Not as many launches compared to 2018 but SpaceX still had a lot of serious achievements.

13 successful launches.
15 boosters landed and 14 recovered.
Completed the final launch of the fully successful Iridium Constellation.
Completely successful DM-1 Commercial Crew mission.
2 successful Block 5 Falcon Heavy missions.
Successful FH booster recovery and reuse of those for the first time.
First time a booster (B1048) has successfully launched for a fourth time.
2 Starlink missions launched
Fairings were finally successfully caught and fairings were finally reused.
First 3rd reuse of a Dragon 1 capsule.

A couple setbacks this year with the loss of DM-1 capsule during a test being the worst. SpaceX also seems to have an issue with recovering FH center cores. They did land one but lost it in rough seas.

2020 is shaping up to be the biggest year ever for SpaceX with a possibility of 35 to 38 launches happening.
Go SpaceX!
 
Take note that China launched 32 rockets in 2019. However, most of those rockets are small ones with small payloads. The Long March payload to LEO equals out to 206,400 kg.
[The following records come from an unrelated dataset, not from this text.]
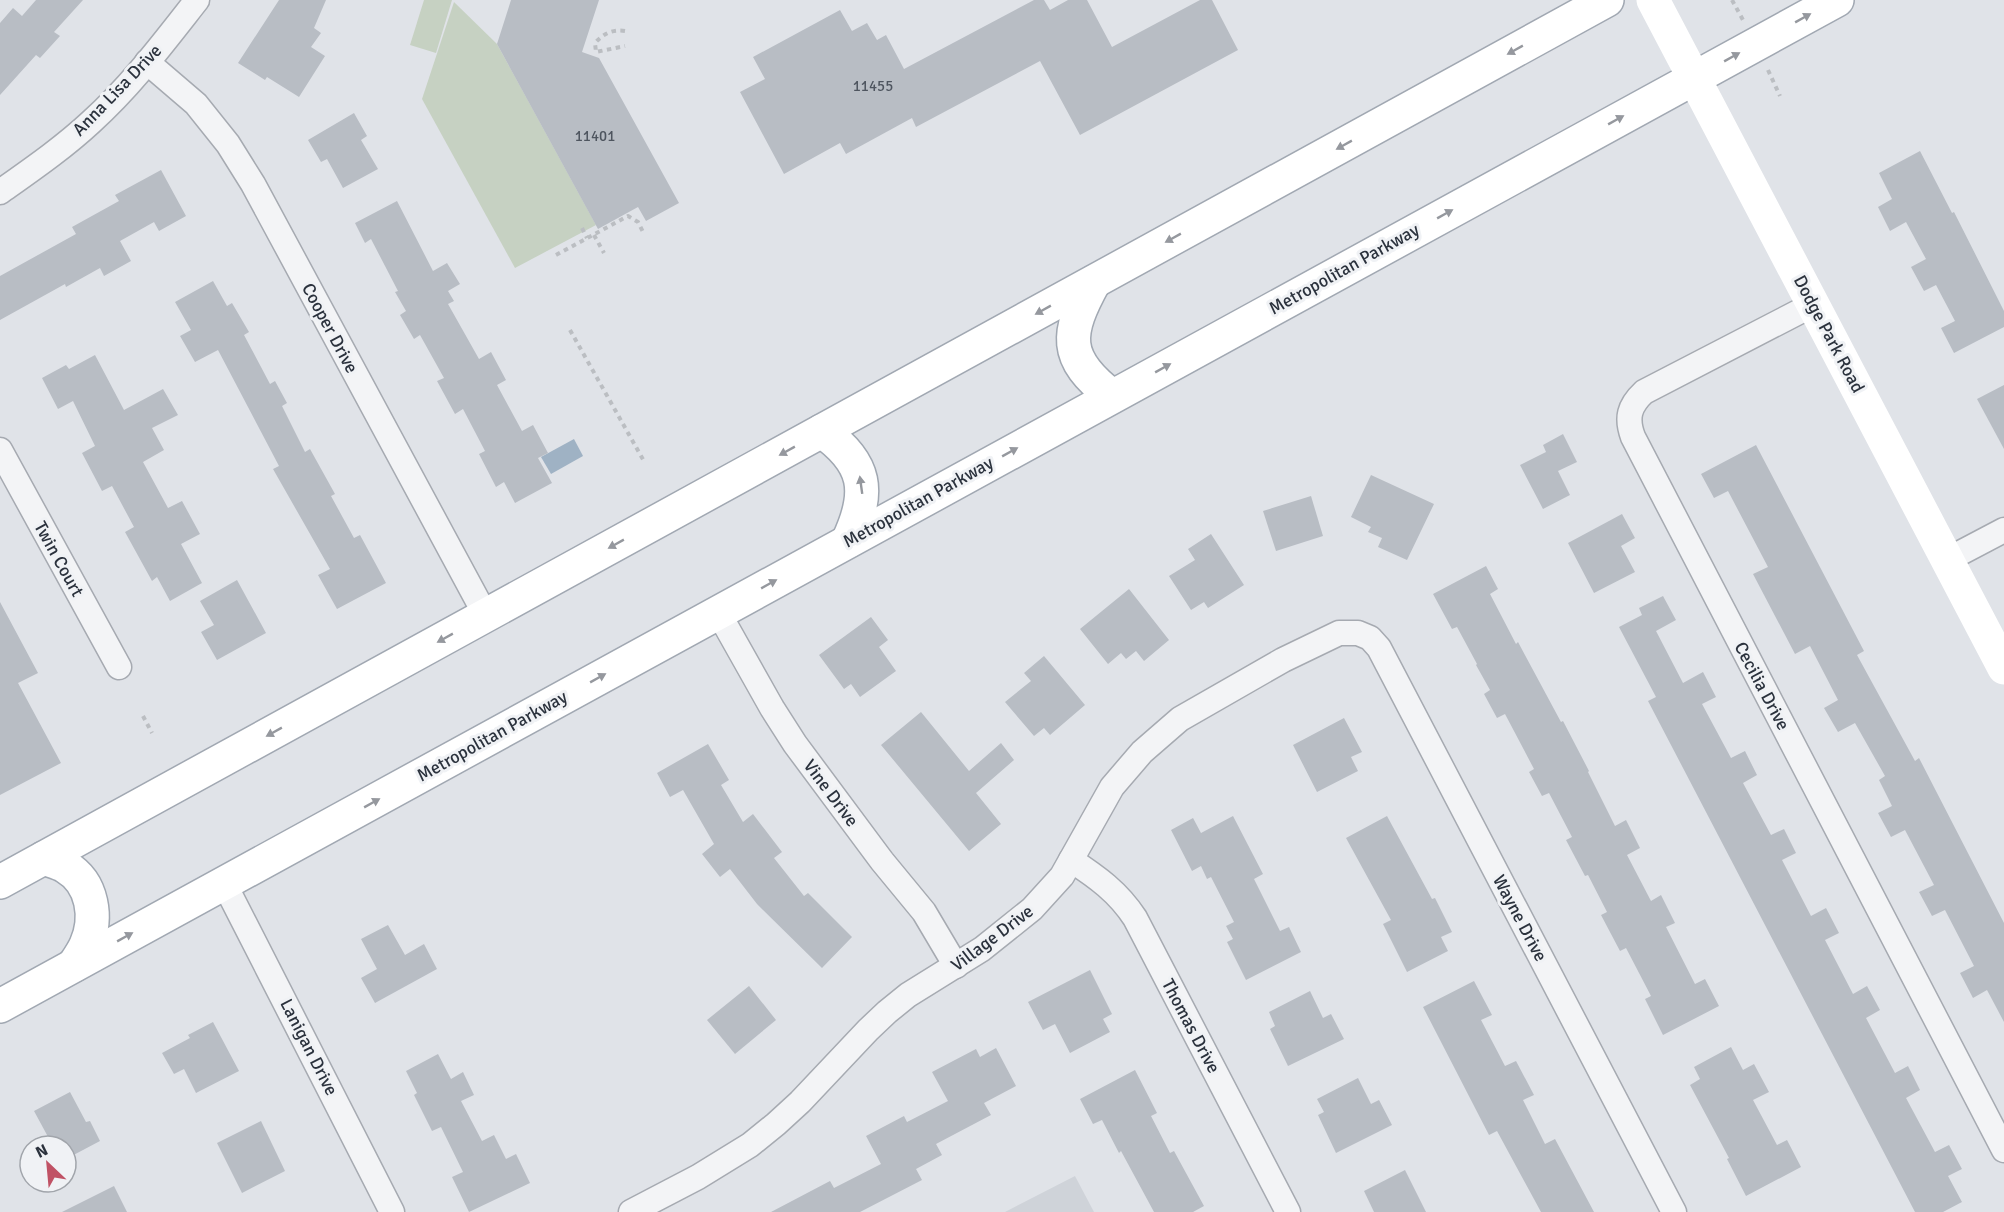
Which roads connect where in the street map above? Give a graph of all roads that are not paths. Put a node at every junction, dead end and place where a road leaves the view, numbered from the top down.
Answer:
1 (197, 0) edge
2 (1607, 0) edge
3 (1653, 0) edge
4 (1837, 0) edge
5 (147, 62) junction
6 (1694, 78) junction
7 (0, 192) edge
8 (1094, 282) junction
9 (1814, 304) junction
10 (1112, 396) junction
11 (822, 431) junction
12 (0, 450) edge
13 (2004, 530) edge
14 (848, 541) junction
15 (1947, 560) junction
16 (718, 612) junction
17 (486, 616) junction
18 (1358, 633) joint
19 (119, 667) dead end
20 (2004, 668) edge
21 (44, 858) junction
22 (1071, 860) junction
23 (0, 882) edge
24 (225, 883) junction
25 (74, 965) junction
26 (956, 966) junction
27 (0, 1006) edge
28 (2004, 1150) edge
29 (392, 1212) edge
30 (632, 1212) edge
31 (1288, 1212) edge
32 (1674, 1212) edge

1 - 5 street, Anna Lisa Drive
2 -> 8 main road
3 - 6 main road, Dodge Park Road
6 -> 4 main road, Metropolitan Parkway
5 - 7 street, Anna Lisa Drive
5 - 17 street, Cooper Drive
6 - 9 main road, Dodge Park Road
10 -> 6 main road, Metropolitan Parkway
8 - 10 main road
8 -> 11 main road
9 - 15 main road, Dodge Park Road
9 - 28 street, Cecilia Drive
14 -> 10 main road, Metropolitan Parkway
14 -> 11 main road
11 -> 17 main road
12 - 19 street, Twin Court
13 - 15 street
16 -> 14 main road, Metropolitan Parkway
15 - 20 main road, Dodge Park Road
24 -> 16 main road, Metropolitan Parkway
16 - 26 street, Vine Drive
17 -> 21 main road
18 - 22 street, Village Drive
18 - 32 street, Wayne Drive
21 - 23 main road
21 - 25 main road
22 - 26 street, Village Drive
22 - 31 street, Thomas Drive
25 -> 24 main road, Metropolitan Parkway
24 - 29 street, Lanigan Drive
25 - 27 main road, Metropolitan Parkway
26 - 30 street, Village Drive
SpaceX payloads equaled out to 300,000 kg to LEO. So technically SpaceX, by itself, put more payload into orbit than all of the Chinese launches combined. While China beats SpaceX numerically, SpaceX beats China in mass, complexity, and difficult orbits by quite a bit.
 
2019 in spaceflight - Wikipedia

Not as many launches compared to 2018 but SpaceX still had a lot of serious achievements.
...
Fairings were finally successfully caught and fairings were finally reused.

First 3rd reuse of a Dragon 1 capsule.

A couple setbacks this year with the loss of DM-1 capsule during a test being the worst. SpaceX also seems to have an issue with recovering FH center cores. They did land one but lost it in rough seas.

2020 is shaping up to be the biggest year ever for SpaceX with a possibility of 35 to 38 launches happening.
Go SpaceX!
Eeek...I just can't help myself. Is there a chance they funded this launch with the help of First Third Bancorp?